Homework 6: Privacy-preserving joint data analysis
You are a PETs consultant. Three banks (COOP, LHV and Holm) come to you with a problem. They want jointly analyse their databases to create a joint machine learning model for estimating the risks for housing loans. The problem is, they do not want to share their data as is and are not legally allowed to do so anyway. They would prefer if the data never left their data centres in any readable form.
Task (part A): Using your favourite visual modelling language (BPMN, UML, tiny stick people and cylinders), please model four versions of solutions (hint: some of the models can be really similar):
- anonymisation,
- synthetic data generation,
- federated machine learning,
- secure multi-party computation.
You can abstract the database structure and assume that they can convert the data into a unified format.
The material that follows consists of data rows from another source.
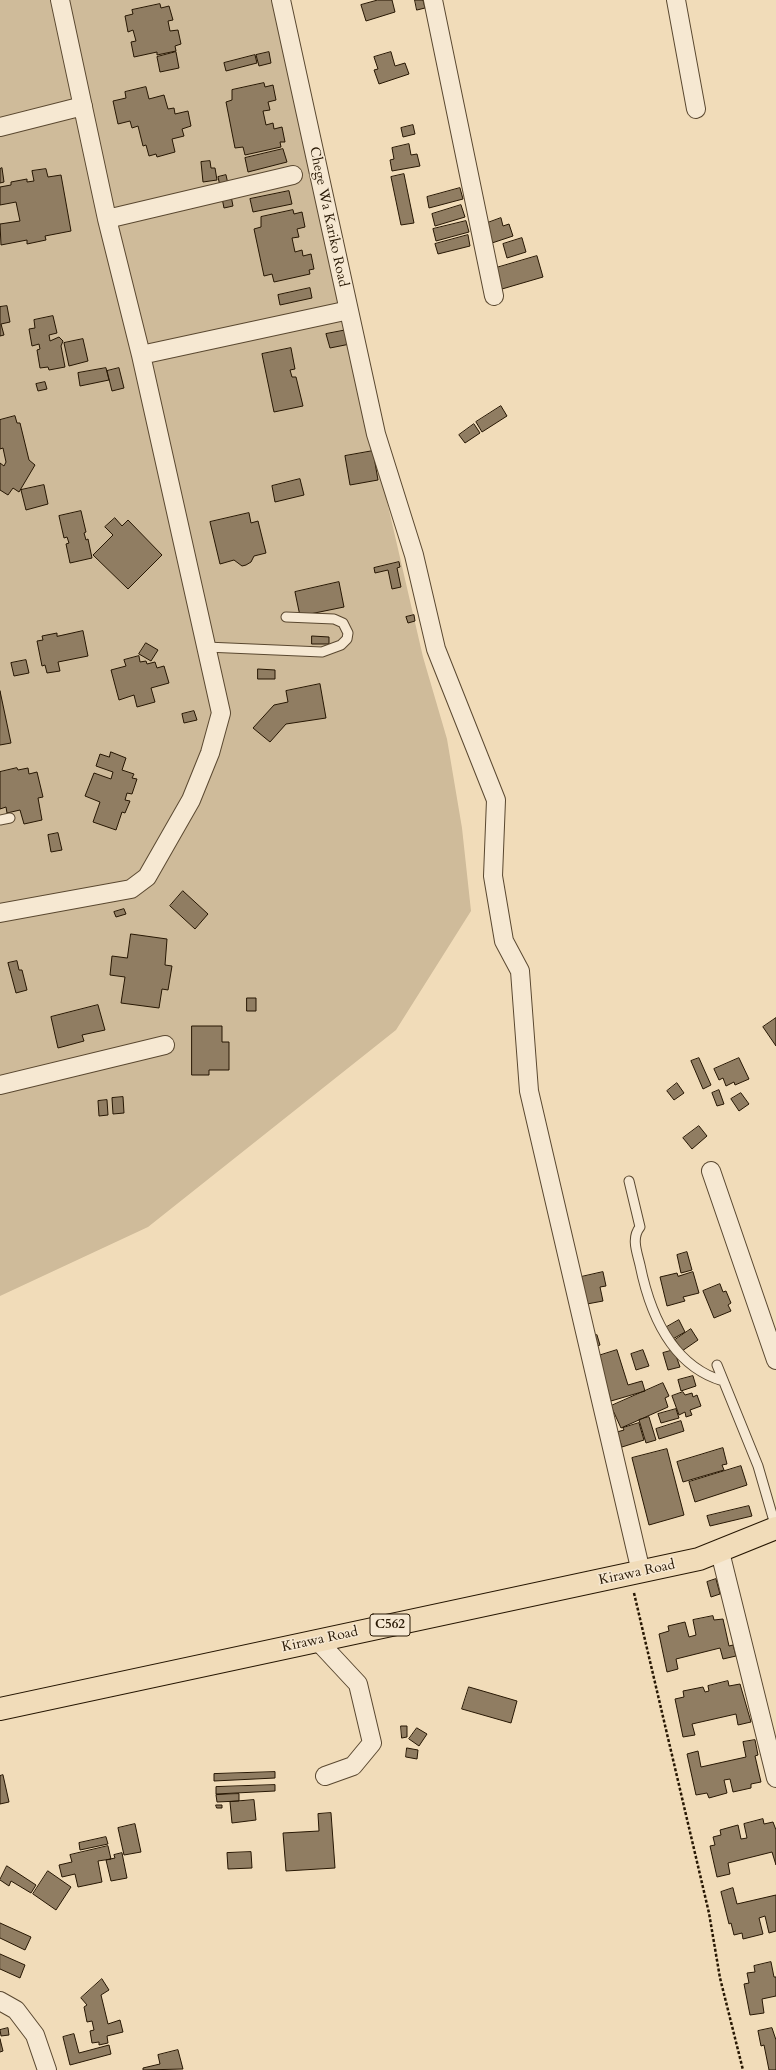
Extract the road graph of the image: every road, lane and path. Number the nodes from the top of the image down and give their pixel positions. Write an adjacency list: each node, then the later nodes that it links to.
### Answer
1 (60, 0): 5 (street)
2 (281, 0): 27 (street, Chege Wa Kariko Road)
3 (433, 0): 10 (street)
4 (676, 0): 6 (street)
5 (83, 106): 7 (street); 9 (street)
6 (696, 109)
7 (0, 127)
8 (293, 175): 9 (street)
9 (107, 219): 12 (street)
10 (494, 296)
11 (340, 312): 12 (street)
12 (140, 355): 14 (street)
13 (286, 617): 14 (lane)
14 (206, 647): 17 (street)
15 (10, 818): 16 (lane)
16 (0, 820)
17 (0, 914)
18 (165, 1045): 19 (street)
19 (0, 1085)
20 (711, 1171): 22 (street)
21 (629, 1181): 24 (lane)
22 (776, 1360)
23 (717, 1365): 24 (lane)
24 (723, 1381): 25 (lane)
25 (776, 1528): 26 (main road, Kirawa Road / C562)
26 (720, 1552): 27 (main road, Kirawa Road / C562); 31 (street)
27 (636, 1574): 28 (main road, Kirawa Road / C562); 34 (path)
28 (318, 1641): 29 (main road, Kirawa Road / C562); 30 (street)
29 (0, 1709)
30 (325, 1776)
31 (776, 1778)
32 (0, 2001): 33 (street)
33 (47, 2070)
34 (743, 2070)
The dataset contains integer values, floating-point values, time series and classifiers. You can use ML as a black-box, but assume, that the method is of medium computational complexity (if you know more about ML, then logistic regression is fine, no need for deep learning).
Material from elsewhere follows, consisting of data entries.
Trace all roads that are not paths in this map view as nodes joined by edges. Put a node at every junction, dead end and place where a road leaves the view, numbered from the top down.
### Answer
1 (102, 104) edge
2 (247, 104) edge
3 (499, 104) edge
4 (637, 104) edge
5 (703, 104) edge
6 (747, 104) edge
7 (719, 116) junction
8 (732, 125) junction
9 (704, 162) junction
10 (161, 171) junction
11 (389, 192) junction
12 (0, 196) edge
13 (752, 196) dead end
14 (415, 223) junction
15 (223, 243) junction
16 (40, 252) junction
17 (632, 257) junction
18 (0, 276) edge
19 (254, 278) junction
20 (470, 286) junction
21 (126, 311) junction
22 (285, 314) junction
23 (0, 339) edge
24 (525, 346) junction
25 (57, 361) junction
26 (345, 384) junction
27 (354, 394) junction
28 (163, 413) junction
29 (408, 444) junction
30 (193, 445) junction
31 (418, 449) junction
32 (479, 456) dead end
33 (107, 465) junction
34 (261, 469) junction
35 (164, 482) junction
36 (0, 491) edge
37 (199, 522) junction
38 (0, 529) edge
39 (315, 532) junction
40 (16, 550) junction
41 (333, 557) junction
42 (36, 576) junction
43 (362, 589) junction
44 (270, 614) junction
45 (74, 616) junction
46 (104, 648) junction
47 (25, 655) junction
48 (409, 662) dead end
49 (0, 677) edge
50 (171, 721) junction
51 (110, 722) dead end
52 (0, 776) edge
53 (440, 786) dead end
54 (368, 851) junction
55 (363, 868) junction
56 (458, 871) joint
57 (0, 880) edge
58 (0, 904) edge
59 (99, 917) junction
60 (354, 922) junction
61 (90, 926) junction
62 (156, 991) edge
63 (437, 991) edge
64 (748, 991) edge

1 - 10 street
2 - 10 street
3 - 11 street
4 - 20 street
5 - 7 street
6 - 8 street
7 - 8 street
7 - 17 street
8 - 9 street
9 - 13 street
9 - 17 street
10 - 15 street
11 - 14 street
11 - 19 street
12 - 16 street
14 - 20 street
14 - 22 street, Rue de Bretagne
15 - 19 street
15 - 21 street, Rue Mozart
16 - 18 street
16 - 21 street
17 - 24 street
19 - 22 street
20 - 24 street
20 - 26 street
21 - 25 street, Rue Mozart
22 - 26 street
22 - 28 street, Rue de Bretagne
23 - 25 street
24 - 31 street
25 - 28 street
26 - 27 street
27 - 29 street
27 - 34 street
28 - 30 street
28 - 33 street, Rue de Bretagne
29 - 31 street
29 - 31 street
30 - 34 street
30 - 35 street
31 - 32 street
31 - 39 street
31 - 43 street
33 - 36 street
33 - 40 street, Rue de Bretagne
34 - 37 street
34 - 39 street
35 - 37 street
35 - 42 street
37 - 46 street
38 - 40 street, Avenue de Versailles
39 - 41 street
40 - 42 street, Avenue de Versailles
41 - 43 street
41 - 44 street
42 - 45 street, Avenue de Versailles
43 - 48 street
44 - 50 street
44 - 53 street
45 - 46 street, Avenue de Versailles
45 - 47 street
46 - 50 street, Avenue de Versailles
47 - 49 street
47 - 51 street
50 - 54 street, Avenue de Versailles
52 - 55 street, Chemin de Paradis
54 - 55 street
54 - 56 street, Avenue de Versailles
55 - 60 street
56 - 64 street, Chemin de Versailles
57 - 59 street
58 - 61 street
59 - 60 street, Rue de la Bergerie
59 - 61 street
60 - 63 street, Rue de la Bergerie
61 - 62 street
Task (part B): Compare the models based on information disclosure to parties and complexity of deployment and cost of development (comparative, not exact sum). Suggest which solution you think would be best for these banks. Please try to fit the text on one A4 page, the models do not have to fit on the A4.
Deadline: May 19th, 2021 23:59 EEST. If you need an extension, let me know as early as possible.
Guidelines:
- The task is individual.
- The homework should be in one PDF document that contains:
- not more than 1 page of text for evaluation and your suggestion,
- 4 models as images (the images can be in between the text, but will not count towards the length of the text).